Страница 58 из 85
— Ты вот лучше скажи, хозяин твой, как бишь его…
— Господин Альберико, — напомнил Бруно, и в голосе его слышался упрёк: как же, мол, так — забыл имя самого баронского сына.
— Он какой из себя?
— Ну… как какой? Он господин, — парень пожал плечами: видно было, что оценивать баронского сына ему непривычно и даже как-то непристойно. Однако простодушное любопытство и умелые расспросы принесли свой результат: за холопскими восхвалениями Бруно возник образ капризного и высокомерного юнца, привыкшего вытирать ноги о тех, кого он считал низшими, начиная со слуг. И крестьян, и горожан младший Джустино, как видно, в грош не ставил и жаждал точно такого отношения к себе, о каком говорил Родольфо: чтобы перед ним склонялись как перед отцом родным, строгим, но справедливым. Сам барон, как можно было понять из рассказов вичинских крестьян, умел себя так вести, его сын — пока нет…
Наевшегося и клюющего носом грума увели под охраной в шорный сарай. Орсо приказал не помещать его к айсизцам; кошачья драка там ни к чему — вою будет много, шерсти мало. Пусть думает, если умеет. Баронский сынок — тот поинтереснее, но с ним следует беседовать подготовившись!

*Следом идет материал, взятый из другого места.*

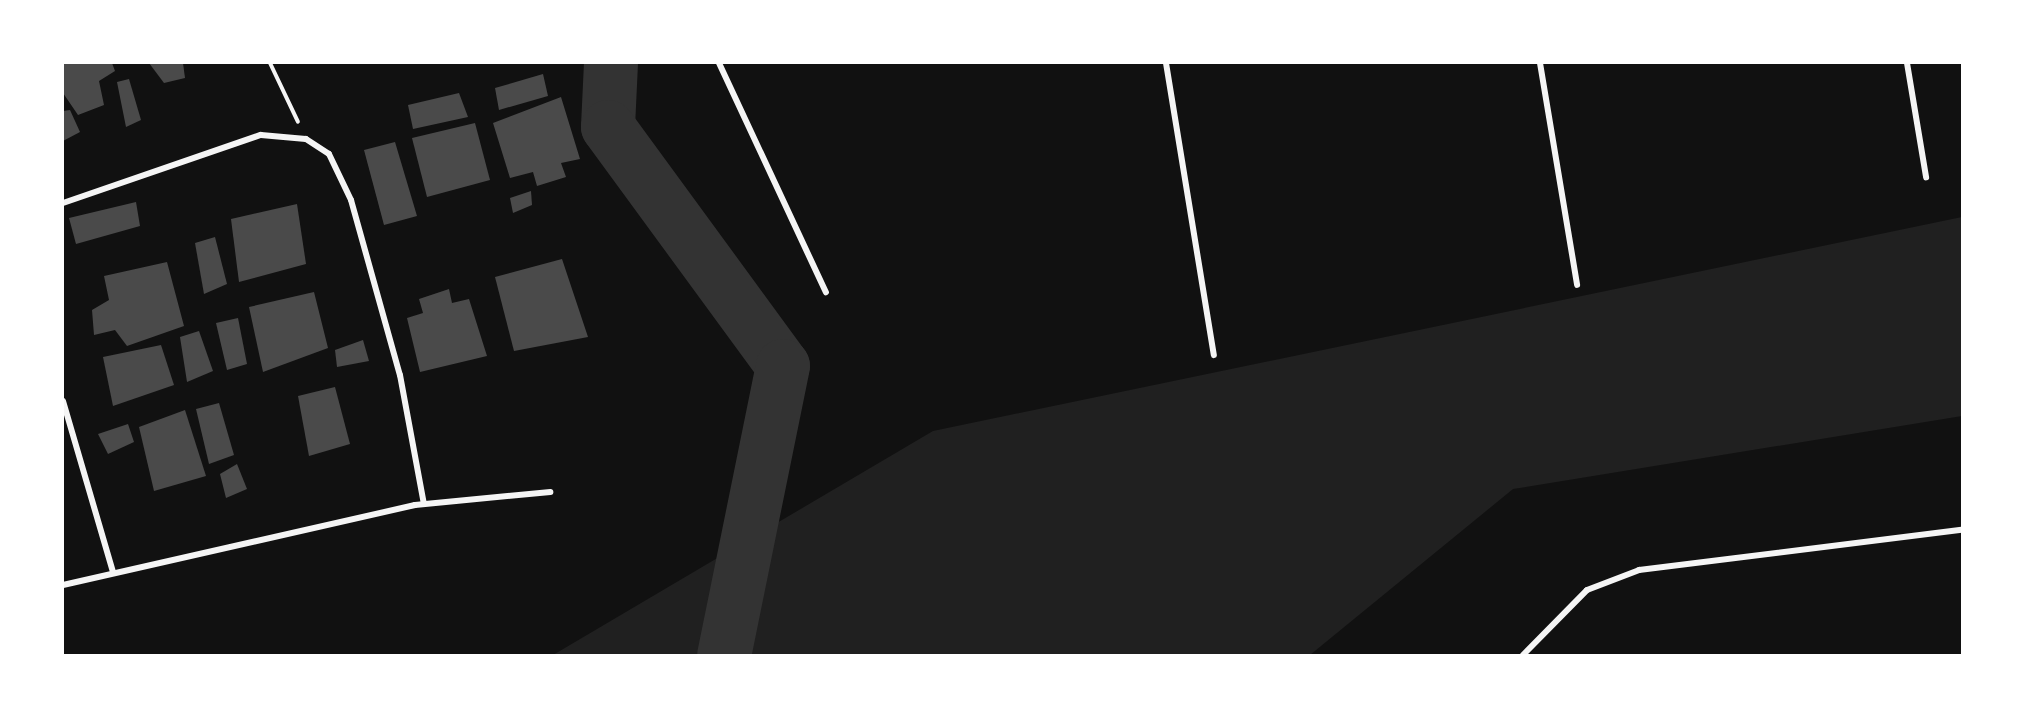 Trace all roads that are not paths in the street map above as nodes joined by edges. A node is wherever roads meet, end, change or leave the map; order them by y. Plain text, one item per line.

Ещё из знакомства с членами «преинтереснейшего общества» в столице он вынес своеобразный опыт: чем более родовиты были аристократические дети, тем вежливее они обращались с неблагородными сословиями. Орсо в этом смысле представлял нечастое исключение. Сын графа Федерико Масканьи и в своём доме, и в грязных кабаках, где собирались посиделки «брата Мауро», никогда не вёл себя барственно ни с кем. Те же, кто происходил из семей не особенно знатных, не могли упустить случая подчеркнуть своё положение по отношению к «простым». За одно это словечко — «простые» — отец Орсо, человек вообще спокойный, частенько лез в ссору с собратьями-аристократами, и Ада таких выражений не терпела. Орсо часто думал, чем вызвана такая манера: тем ли, что незнатные мелкопоместные и служилые аристократы чувствуют себя не в своей тарелке в высших кругах и боятся, что их не сочтут достойными этих кругов? Но настоящей древней знати в Андзоле было совсем немного, большинство аристократов как раз и были потомками военных и чиновников, получивших титулы (и земли, если повезло) из королевских рук. Откуда эта спесь? И как с ней бороться? А ведь ему, именно ему, Орсо, придётся это преодолеть: если он хочет поднять страну из грязи, в которую её втоптали, кстати, те же самые служилые аристократы, надо уметь говорить с ними на таком языке, от которого не получится отмахнуться!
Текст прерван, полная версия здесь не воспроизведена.